> _EXERCISE_
Set down every entry once more, character for character.

> _DATA IN THIS EXERCISE_
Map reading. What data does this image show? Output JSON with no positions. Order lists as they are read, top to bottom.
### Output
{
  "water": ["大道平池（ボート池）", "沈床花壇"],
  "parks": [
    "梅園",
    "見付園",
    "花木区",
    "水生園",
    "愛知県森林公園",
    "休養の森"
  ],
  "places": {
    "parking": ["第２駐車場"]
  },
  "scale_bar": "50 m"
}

> _WRITTEN RESPONSE_
Map reading. What data does this image show? Output JSON with no positions. Order lists as they are read, top to bottom.
### Output
{
  "water": ["大道平池（ボート池）", "沈床花壇"],
  "parks": [
    "梅園",
    "見付園",
    "花木区",
    "水生園",
    "愛知県森林公園",
    "休養の森"
  ],
  "places": {
    "parking": ["第２駐車場"]
  },
  "scale_bar": "50 m"
}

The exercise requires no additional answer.